Sur les conseils de Jean-Pierre et Alexandra (que je remercie très vivement), je me suis plongée dans A marche forcée, à pied du cercle polaire à l'Himalaya, 1941-1942 de Slavomir Rawicz. Et ce livre m'a marquée pour très longtemps je pense. J'ai envie de le conseiller à tout le monde!
Il s'agit du récit de la capture de Slavomir Rawicz, en Pologne, soupçonné par les Russes d'être espion, car il parle leur langue parfaitement, du fait de sa mère qui lui a transmis cet idiome. En fait, il n'est ni agent-double, ni soldat malveillant, mais il va connaître la torture, les interrogatoires sans fin, absurdes, les pires cellules, les jugements fantoches, avant de n'atterrir en Sibérie, dans un camp de travail forcé. Et là, au lieu de se laisser mourir, il va prendre en main son destin et décider de s'évader. Ayant trouvé des compagnons de cavale, il va fuir le camp et traverser des territoires dangereux pour gagner l'Inde. C'est alors un récit de vie inouï, où l'on suit pas à pas ce groupe d'hommes perdu dans l'imensité du monde, fuyant la barbarie des humains et s'affrontant à une nature pleine de surprises.
On a beau savoir qu'il a survécu, puisqu'il a écrit, on tremble avec Slavomir Rawicz page à page. On est admiratif de sa force d'âme, de son caractère, mais aussi de la solidarité qui se développe entre les évadés, et de l'accueil chaleureux qu'ils reçoivent dans leur long périple sous des climats hostiles. Ces scènes de rencontres sont d'ailleurs très émouvantes et belles, qu'elles se situent dans les cahutes en Mongolie ou dans les grottes des montagnes de l'Himalaya.
Tout d'abord, ce livre m'a plu car il exprime très bien la difficulté de la situation des Polonais envahis par les Allemands nazis et par les Russes staliniens en même temps. Ensuite, j'ai été impressionnée par les conditions de détention, les non-sens violents, et l'inhumanité des traitements.
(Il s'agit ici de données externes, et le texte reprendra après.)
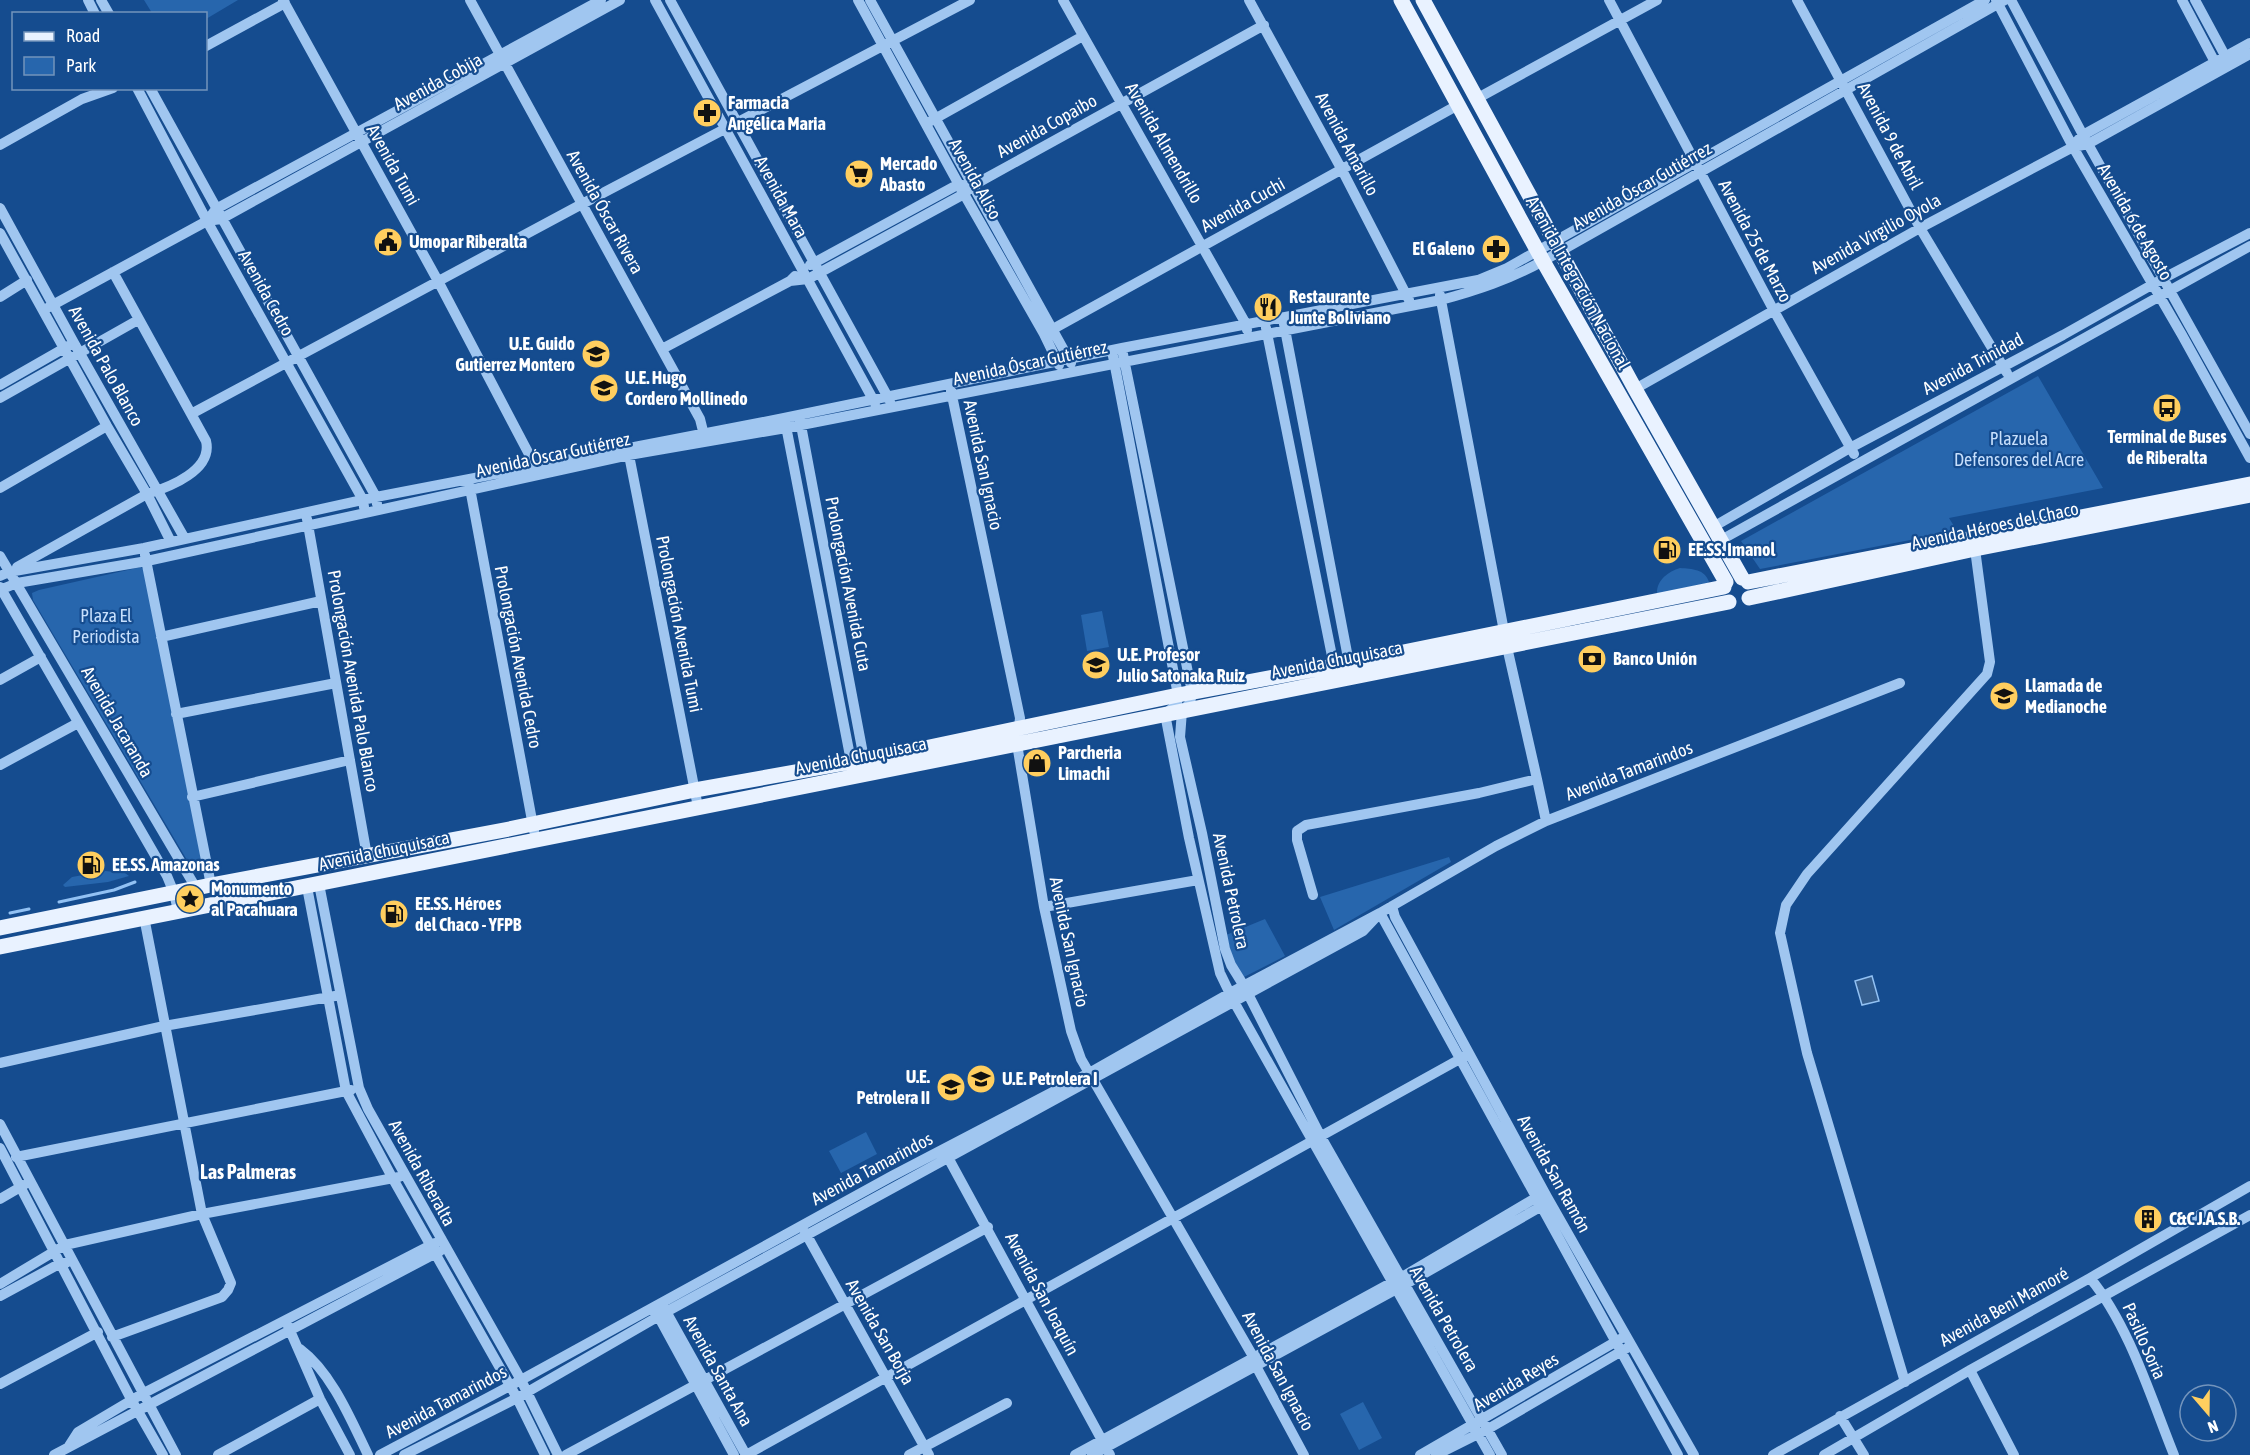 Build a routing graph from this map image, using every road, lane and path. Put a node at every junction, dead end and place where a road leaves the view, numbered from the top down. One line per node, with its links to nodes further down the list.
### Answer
1 (470, 0): 28 (street, Avenida Óscar Rivera)
2 (601, 0): 28 (street, Avenida Cobija)
3 (620, 0): 28 (street, Avenida Cobija)
4 (655, 0): 40 (street, Avenida Mara)
5 (670, 0): 39 (street, Avenida Mara)
6 (858, 0): 25 (street, Avenida Aliso)
7 (870, 0): 25 (street, Avenida Aliso)
8 (970, 0): 25 (street)
9 (1063, 0): 24 (street, Avenida Almendrillo)
10 (1249, 0): 23 (street, Avenida Amarillo)
11 (1401, 0): 37 (main road, Avenida Integración Nacional)
12 (1423, 0): 35 (main road, Avenida Integración Nacional)
13 (1609, 0): 22 (street, Avenida 25 de Marzo)
14 (1658, 0): 22 (street)
15 (1797, 0): 30 (street, Avenida 9 de Abril)
16 (1985, 0): 30 (street, Avenida Óscar Gutiérrez)
17 (2011, 0): 42 (street, Avenida 6 de Agosto)
18 (2181, 0): 29 (street)
19 (2195, 0): 29 (street)
20 (2000, 1): 34 (street, Avenida Óscar Gutiérrez); 44 (street, Avenida 6 de Agosto)
21 (284, 2): 26 (street); 41 (street, Avenida Tumi)
22 (1620, 20): 35 (street); 45 (street, Avenida 25 de Marzo)
23 (1264, 25): 36 (street, Avenida Copaibo); 46 (street, Avenida Amarillo)
24 (1083, 36): 36 (street, Avenida Almendrillo); 38 (street)
25 (888, 44): 38 (street, Avenida Aliso); 39 (street)
26 (207, 45)
27 (2249, 49): 29 (street, Avenida Virgilio Oyola)
28 (502, 59): 41 (street, Avenida Cobija); 49 (street, Avenida Óscar Rivera)
29 (2222, 63): 42 (street, Avenida Virgilio Oyola)
30 (1842, 79): 34 (street, Avenida 9 de Abril); 45 (street, Avenida Óscar Gutiérrez)
31 (107, 90): 43 (street)
32 (138, 90): 52 (street, Avenida Cedro)
33 (151, 90): 51 (street, Avenida Cedro)
34 (1846, 90): 45 (street, Avenida Óscar Gutiérrez); 53 (street, Avenida 9 de Abril)
35 (1478, 98): 57 (main road, Avenida Integración Nacional)
36 (1122, 103): 47 (street, Avenida Copaibo); 56 (street, Avenida Almendrillo)
37 (1458, 105): 46 (street, Avenida Cuchi); 59 (main road, Avenida Integración Nacional)
38 (931, 121): 47 (street, Avenida Aliso); 48 (street, Avenida Aliso)
39 (738, 122): 40 (street); 60 (street, Avenida Mara)
40 (724, 129): 49 (street); 61 (street, Avenida Mara)
41 (359, 138): 51 (street, Avenida Cobija); 66 (street, Avenida Tumi)
42 (2085, 139): 44 (street, Avenida Virgilio Oyola); 63 (street, Avenida 6 de Agosto)
43 (0, 145)
44 (2073, 147): 53 (street, Avenida Virgilio Oyola); 68 (street, Avenida 6 de Agosto)
45 (1696, 167): 57 (street, Avenida Óscar Gutiérrez); 76 (street, Avenida 25 de Marzo)
46 (1342, 170): 56 (street, Avenida Cuchi); 70 (street, Avenida Amarillo)
47 (972, 186): 48 (street); 81 (street, Avenida Aliso)
48 (961, 189): 60 (street); 81 (street, Avenida Aliso)
49 (582, 204): 66 (street); 83 (street, Avenida Óscar Rivera)
50 (0, 208): 75 (street, Avenida Palo Blanco)
51 (218, 214): 52 (street, Avenida Cobija); 86 (street, Avenida Cedro)
52 (207, 221): 62 (street, Avenida Cobija); 88 (street, Avenida Cedro)
53 (1920, 228): 76 (street, Avenida Virgilio Oyola); 91 (street, Avenida 9 de Abril)
54 (0, 233): 65 (street, Avenida Palo Blanco)
55 (2250, 233): 63 (street, Avenida Trinidad)
56 (1203, 246): 78 (street, Avenida Almendrillo); 81 (street, Avenida Cuchi)
57 (1556, 246): 59 (street, Avenida Óscar Gutiérrez); 97 (main road, Avenida Integración Nacional)
58 (2250, 246): 69 (street, Avenida Trinidad)
59 (1540, 256): 71 (street, Avenida Óscar Gutiérrez); 135 (main road, Avenida Integración Nacional)
60 (818, 267): 61 (street); 64 (street); 98 (street, Avenida Mara)
61 (802, 269): 64 (street, Avenida Mara); 67 (street)
62 (113, 272): 75 (street, Avenida Cobija); 77 (street)
63 (2164, 278): 68 (street, Avenida Trinidad); 69 (street, Avenida 6 de Agosto)
64 (808, 279): 67 (street); 101 (street, Avenida Mara)
65 (27, 280): 73 (street); 75 (street, Avenida Palo Blanco)
66 (438, 281): 86 (street); 113 (street, Avenida Tumi)
67 (790, 281): 83 (street)
68 (2153, 285): 72 (street, Avenida 6 de Agosto); 91 (street, Avenida Trinidad)
69 (2170, 289): 72 (street, Avenida Trinidad); 107 (street, Avenida 6 de Agosto)
70 (1407, 294): 71 (street, Avenida Óscar Gutiérrez); 74 (street, Avenida Amarillo); 79 (street, Avenida Óscar Gutiérrez)
71 (1439, 294): 74 (street, Avenida Óscar Gutiérrez); 141 (street)
72 (2159, 295): 94 (street, Avenida Trinidad); 111 (street, Avenida 6 de Agosto)
73 (0, 297)
74 (1413, 305): 79 (street, Avenida Óscar Gutiérrez)
75 (49, 308): 85 (street, Avenida Palo Blanco)
76 (1773, 309): 97 (street, Avenida Virgilio Oyola); 109 (street, Avenida 25 de Marzo)
77 (138, 320): 85 (street); 103 (street)
78 (1246, 324): 80 (street, Avenida Óscar Gutiérrez); 82 (street, Avenida Almendrillo); 84 (street, Avenida Óscar Gutiérrez)
79 (1284, 324): 80 (street, Avenida Óscar Gutiérrez); 143 (street)
80 (1266, 327): 82 (street, Avenida Óscar Gutiérrez); 143 (street)
81 (1048, 332): 87 (street, Avenida Aliso); 89 (street, Avenida Aliso)
82 (1248, 336): 90 (street, Avenida Óscar Gutiérrez)
83 (662, 349): 108 (street, Avenida Óscar Rivera)
84 (1117, 349): 87 (street, Avenida Óscar Gutiérrez); 90 (street)
85 (72, 350): 96 (street); 100 (street); 106 (street, Avenida Palo Blanco); 117 (street, Avenida Palo Blanco)
86 (297, 355): 88 (street); 119 (street, Avenida Cedro)
87 (1068, 359): 89 (street, Avenida Óscar Gutiérrez); 92 (street, Avenida Aliso)
88 (286, 361): 103 (street); 120 (street, Avenida Cedro)
89 (1057, 361): 93 (street, Avenida Aliso); 95 (street, Avenida Óscar Gutiérrez)
90 (1120, 361): 92 (street, Avenida Óscar Gutiérrez); 147 (street)
91 (2003, 368): 94 (street, Avenida 9 de Abril); 109 (street, Avenida Trinidad)
92 (1076, 370): 93 (street, Avenida Óscar Gutiérrez)
93 (1063, 373): 99 (street, Avenida Óscar Gutiérrez)
94 (2010, 379): 112 (street, Avenida Trinidad)
95 (950, 384): 98 (street, Avenida Óscar Gutiérrez); 99 (street, Avenida San Ignacio)
96 (0, 385)
97 (1635, 389): 125 (main road, Avenida Integración Nacional)
98 (889, 396): 101 (street, Avenida Óscar Gutiérrez); 102 (street, Avenida Mara)
99 (952, 396): 102 (street, Avenida Óscar Gutiérrez); 152 (street, Avenida San Ignacio)
100 (0, 398)
101 (875, 404): 102 (street, Avenida Óscar Gutiérrez); 104 (street, Avenida Óscar Gutiérrez)
102 (892, 407)
103 (191, 414): 117 (street)
104 (800, 420): 105 (street, Avenida Óscar Gutiérrez); 155 (street, Prolongación Avenida Cuta)
105 (785, 423): 108 (street, Avenida Óscar Gutiérrez); 155 (street, Prolongación Avenida Cuta)
106 (107, 426): 116 (street); 117 (street, Avenida Palo Blanco)
107 (2250, 434)
108 (705, 437): 110 (street, Avenida Óscar Gutiérrez)
109 (1850, 448): 112 (street, Avenida 25 de Marzo); 125 (street, Avenida Trinidad)
110 (628, 451): 113 (street, Avenida Óscar Gutiérrez); 159 (street, Prolongación Avenida Tumi)
111 (2250, 458)
112 (1859, 463): 125 (street, Avenida Trinidad)
113 (534, 471): 115 (street, Avenida Óscar Gutiérrez)
114 (2250, 484): 133 (main road, Avenida Héroes del Chaco)
115 (469, 485): 119 (street, Avenida Óscar Gutiérrez); 121 (street, Avenida Óscar Gutiérrez); 163 (street, Prolongación Avenida Cedro)
116 (0, 488)
117 (152, 492): 126 (street, Avenida Palo Blanco); 127 (street, Avenida Palo Blanco); 132 (street)
118 (2250, 495): 129 (main road, Avenida Héroes del Chaco)
119 (376, 497): 120 (street, Avenida Óscar Gutiérrez); 121 (street, Avenida Cedro)
120 (363, 500): 122 (street, Avenida Óscar Gutiérrez); 123 (street, Avenida Cedro)
121 (379, 510): 123 (street, Avenida Óscar Gutiérrez)
122 (305, 512): 124 (street, Prolongación Avenida Palo Blanco); 126 (street, Avenida Óscar Gutiérrez)
123 (365, 513): 124 (street, Avenida Óscar Gutiérrez)
124 (308, 525): 131 (street, Avenida Óscar Gutiérrez); 138 (street, Prolongación Avenida Palo Blanco)
125 (1717, 533): 133 (main road, Avenida Integración Nacional)
126 (185, 539): 127 (street, Avenida Óscar Gutiérrez)
127 (171, 542): 128 (street, Avenida Óscar Gutiérrez)
128 (144, 548): 131 (street); 132 (street, Avenida Óscar Gutiérrez)
129 (1975, 549): 137 (main road, Avenida Héroes del Chaco); 231 (street)
130 (0, 556): 132 (street, Avenida Jacaranda)
131 (147, 561): 134 (street, Avenida Óscar Gutiérrez); 140 (street)
132 (5, 574): 134 (street, Avenida Jacaranda)
133 (1745, 580): 135 (main road); 137 (main road)
134 (16, 582): 136 (street, Avenida Óscar Gutiérrez); 170 (street, Avenida Jacaranda)
135 (1725, 585): 139 (main road); 141 (main road, Avenida Chuquisaca)
136 (0, 589): 142 (street, Avenida Jacaranda)
137 (1749, 598): 139 (main road)
138 (321, 602): 140 (street); 145 (street, Prolongación Avenida Palo Blanco)
139 (1729, 602): 141 (main road, Avenida Chuquisaca)
140 (161, 637): 149 (street)
141 (1506, 639): 143 (main road, Avenida Chuquisaca); 148 (main road, Avenida Chuquisaca); 158 (street)
142 (41, 657): 144 (street); 151 (street, Avenida Jacaranda)
143 (1341, 664): 147 (main road, Avenida Chuquisaca)
144 (0, 680)
145 (336, 683): 149 (street); 154 (street, Prolongación Avenida Palo Blanco)
146 (1900, 683): 162 (street, Avenida Tamarindos)
147 (1185, 694): 148 (street, Avenida Petrolera); 150 (street); 152 (main road, Avenida Chuquisaca)
148 (1182, 711): 150 (main road, Avenida Chuquisaca); 165 (street, Avenida Petrolera)
149 (176, 714): 160 (street)
150 (1165, 714): 153 (main road, Avenida Chuquisaca); 166 (street, Avenida Petrolera)
151 (78, 723): 157 (street); 171 (street, Avenida Jacaranda)
152 (1019, 728): 153 (street, Avenida San Ignacio); 156 (main road, Avenida Chuquisaca)
153 (1017, 744): 156 (main road, Avenida Chuquisaca); 175 (street, Avenida San Ignacio)
154 (350, 760): 160 (street); 167 (street, Prolongación Avenida Palo Blanco)
155 (857, 760): 156 (main road, Avenida Chuquisaca); 159 (main road, Avenida Chuquisaca)
156 (902, 760): 161 (main road, Avenida Chuquisaca)
157 (0, 765)
158 (1537, 779): 162 (street); 172 (street)
159 (694, 790): 161 (street, Prolongación Avenida Tumi); 163 (main road, Avenida Chuquisaca)
160 (192, 797): 170 (street)
161 (698, 807): 164 (main road, Avenida Chuquisaca)
162 (1546, 821): 173 (street, Avenida Tamarindos)
163 (533, 824): 164 (street, Prolongación Avenida Cedro); 167 (main road, Avenida Chuquisaca)
164 (536, 840): 169 (main road, Avenida Chuquisaca)
165 (1203, 841): 166 (street); 181 (street, Avenida Petrolera)
166 (1190, 843): 168 (street, Avenida Petrolera)
167 (368, 855): 170 (main road, Avenida Chuquisaca)
168 (1198, 880): 175 (street); 184 (street, Avenida Petrolera)
169 (313, 885): 174 (main road, Avenida Chuquisaca); 182 (street, Avenida Riberalta); 183 (street, Avenida Riberalta)
170 (203, 887): 171 (main road, Avenida Chuquisaca); 174 (street, Avenida Jacaranda)
171 (174, 893): 176 (street, Avenida Jacaranda); 179 (main road, Avenida Chuquisaca)
172 (1313, 895)
173 (1392, 906): 177 (street, Avenida Tamarindos); 186 (street, Avenida San Ramón)
174 (200, 907): 176 (main road, Avenida Chuquisaca)
175 (1044, 907): 188 (street, Avenida San Ignacio)
176 (178, 911): 178 (main road, Avenida Chuquisaca)
177 (1380, 913): 181 (street, Avenida Tamarindos); 186 (street, Avenida San Ramón)
178 (144, 917): 180 (main road, Avenida Chuquisaca); 185 (street)
179 (1, 925)
180 (0, 947)
181 (1246, 990): 184 (street, Avenida Tamarindos); 193 (street, Avenida Petrolera)
182 (340, 995): 183 (street); 189 (street, Avenida Riberalta)
183 (328, 997): 185 (street); 190 (street, Avenida Riberalta)
184 (1231, 997): 188 (street, Avenida Tamarindos); 193 (street, Avenida Petrolera)
185 (164, 1026): 187 (street); 191 (street)
186 (1465, 1057): 193 (street); 202 (street, Avenida San Ramón)
187 (0, 1063)
188 (1091, 1077): 195 (street, Avenida Tamarindos); 205 (street, Avenida San Ignacio)
189 (359, 1088): 190 (street); 197 (street, Avenida Riberalta)
190 (346, 1091): 191 (street); 198 (street, Avenida Riberalta)
191 (185, 1123): 196 (street); 203 (street)
192 (0, 1124): 196 (street)
193 (1317, 1139): 205 (street); 213 (street, Avenida Petrolera)
194 (0, 1148): 199 (street)
195 (946, 1154): 206 (street, Avenida San Joaquín); 207 (street, Avenida Tamarindos)
196 (16, 1158): 199 (street)
197 (406, 1176): 198 (street); 208 (street, Avenida Riberalta)
198 (393, 1179): 203 (street); 208 (street, Avenida Riberalta)
199 (25, 1185): 201 (street); 209 (street)
200 (2250, 1186): 212 (street, Avenida Beni Mamoré)
201 (0, 1199)
202 (1542, 1200): 213 (street); 223 (street, Avenida San Ramón); 224 (street, Avenida San Ramón)
203 (202, 1214): 209 (street); 222 (street)
204 (2250, 1215): 216 (street)
205 (1174, 1217): 217 (street); 226 (street, Avenida San Ignacio)
206 (988, 1227): 217 (street, Avenida San Joaquín); 218 (street)
207 (804, 1231): 218 (street, Avenida San Borja); 219 (street, Avenida Tamarindos)
208 (438, 1247): 220 (street); 229 (street, Avenida Riberalta); 233 (street, Avenida Riberalta)
209 (60, 1248): 210 (street); 211 (street); 214 (street)
210 (61, 1263): 211 (street); 215 (street); 221 (street)
211 (74, 1263): 222 (street)
212 (2090, 1278): 216 (street, Pasillo Soria); 231 (street, Avenida Beni Mamoré)
213 (1399, 1283): 226 (street); 241 (street, Avenida Petrolera)
214 (0, 1284)
215 (0, 1296)
216 (2105, 1296): 227 (street); 272 (street, Pasillo Soria)
217 (1027, 1300): 228 (street); 243 (street, Avenida San Joaquín)
218 (844, 1303): 228 (street, Avenida San Borja); 230 (street)
219 (660, 1310): 229 (street, Avenida Tamarindos); 230 (street, Avenida Santa Ana); 235 (street, Avenida Tamarindos)
220 (288, 1325): 225 (street); 234 (street); 238 (street)
221 (98, 1332): 232 (street); 239 (street)
222 (112, 1337): 234 (street)
223 (1629, 1340): 224 (street, Avenida Reyes); 267 (street, Avenida San Ramón)
224 (1619, 1347): 241 (street, Avenida Reyes); 266 (street, Avenida San Ramón)
225 (299, 1349): 236 (street); 250 (street)
226 (1255, 1362): 243 (street); 261 (street, Avenida San Ignacio)
227 (1970, 1370): 242 (street); 271 (street)
228 (886, 1377): 244 (street, Avenida San Borja); 257 (street)
229 (521, 1380): 233 (street, Avenida Tamarindos); 235 (street, Avenida Riberalta)
230 (701, 1382): 255 (street); 256 (street, Avenida Santa Ana); 257 (street, Avenida Santa Ana)
231 (1905, 1382): 240 (street, Avenida Beni Mamoré)
232 (0, 1384)
233 (509, 1387): 235 (street, Avenida Riberalta); 251 (street, Avenida Tamarindos)
234 (142, 1394): 238 (street); 239 (street)
235 (521, 1395): 252 (street, Avenida Tamarindos); 253 (street, Avenida Riberalta); 254 (street, Avenida Riberalta)
236 (320, 1399): 248 (street); 249 (street)
237 (1007, 1403): 244 (street)
238 (148, 1404): 239 (street); 247 (street)
239 (134, 1405): 245 (street); 246 (street)
240 (1840, 1416): 242 (street); 268 (street, Avenida Beni Mamoré)
241 (1481, 1427): 262 (street, Avenida Reyes); 263 (street, Avenida Reyes); 264 (street, Avenida Petrolera); 265 (street, Avenida Petrolera)
242 (1854, 1438): 269 (street); 270 (street)
243 (1106, 1448): 259 (street); 260 (street)
244 (927, 1451): 258 (street)
245 (54, 1455)
246 (163, 1455)
247 (176, 1455)
248 (218, 1455)
249 (350, 1455)
250 (368, 1455)
251 (380, 1455)
252 (404, 1455)
253 (545, 1455)
254 (558, 1455)
255 (566, 1455)
256 (734, 1455)
257 (746, 1455)
258 (909, 1455)
259 (1075, 1455)
260 (1092, 1455)
261 (1304, 1455)
262 (1420, 1455)
263 (1436, 1455)
264 (1490, 1455)
265 (1502, 1455)
266 (1678, 1455)
267 (1694, 1455)
268 (1773, 1455)
269 (1824, 1455)
270 (1864, 1455)
271 (2014, 1455)
272 (2174, 1455)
On n'image que très partiellement je trouve, ces hommes barbus, assaillis par les poux, et par la propagnande, contraints de signer des documents faux sous les coups répétés. Ce livre permet de mieux se rendre compte de l'ampleur de l'atrocité.
Je suis fascinée par le récit de l'évasion, par la précision des souvenirs de l'absurde mais aussi des immenses petites joies d'une bouchée de pain quand on n'a pas mangé depuis des jours. Des gouttes d'eau sur une langue sèche. Un oasis au loin.
Ce qui est fou, c'est que tous ces hommes du camp sont arrivés là prisonniers, comme ça, pour rien. Comme dans beaucoup de guerres ou de régimes totalitaires. L'un n'a pas réussi à réparer un tracteur qui de toutes les façons était foutu, alors hop accusé de sabotage. L'autre construisait le métro à Moscou, on l'a augmenté et hop on l'a arrêté un soir et saisi ses biens alors qu'on le déportait... Ainsi il a compris pourquoi on s'était débarrassé de lui du jour au lendemain, sans signes avant coureurs, et surtout pourquoi on l'avait augmenté!
Il y a aussi ces pages très émouvantes, comme les jours de Noël dans des conditions sordides.
Ce témoignage est à lire absolument. Ne passez pas à côté de cette humilité, de ce dépassement de soi.
Quelle créativité pour survivre, dans le froid sibérien, dans la sécheresse toride du désert de Gobi, dans les montagnes raides d'Himalaya. Quelle intensité de vie dans les moments les plus sourds et atroces. Quels rires quand l'humour reste le dernier espoir. D'ailleurs le personnage de Zaro, qui reste clown en toutes épreuves, nous donne à tous une grande leçon. Et c'est peu de le dire.
Ce livre est un concentré de liberté éblouissant, un texte extrêmement intense, où des hommes de 25 à 35 ans nous apprennent plus sur la vie en quelques silences, que de nombreux longs discours. C'est un récit de "voyage" hors pair, qui souligne ce que l'humain a de plus beau. Je crois qu'aucun homme ne peut rester insensible à ce témoignage poignant dans sa simplicité et son authenticité.
On referme ce livre en pensant très fort à ces hommes qu'on a accompagnés l'espace d'un instant. On se demande comment ils ont vécu après ces milliers de kilomètres de marche, après l'épreuve hors du commun, après l'inconcevable mais vrai. On aimerait avoir eu la chance de les connaître, car ce sont des êtres simples et grands, assurément.
Merci à Nicolas Bouvier d'avoir permis cette réédition.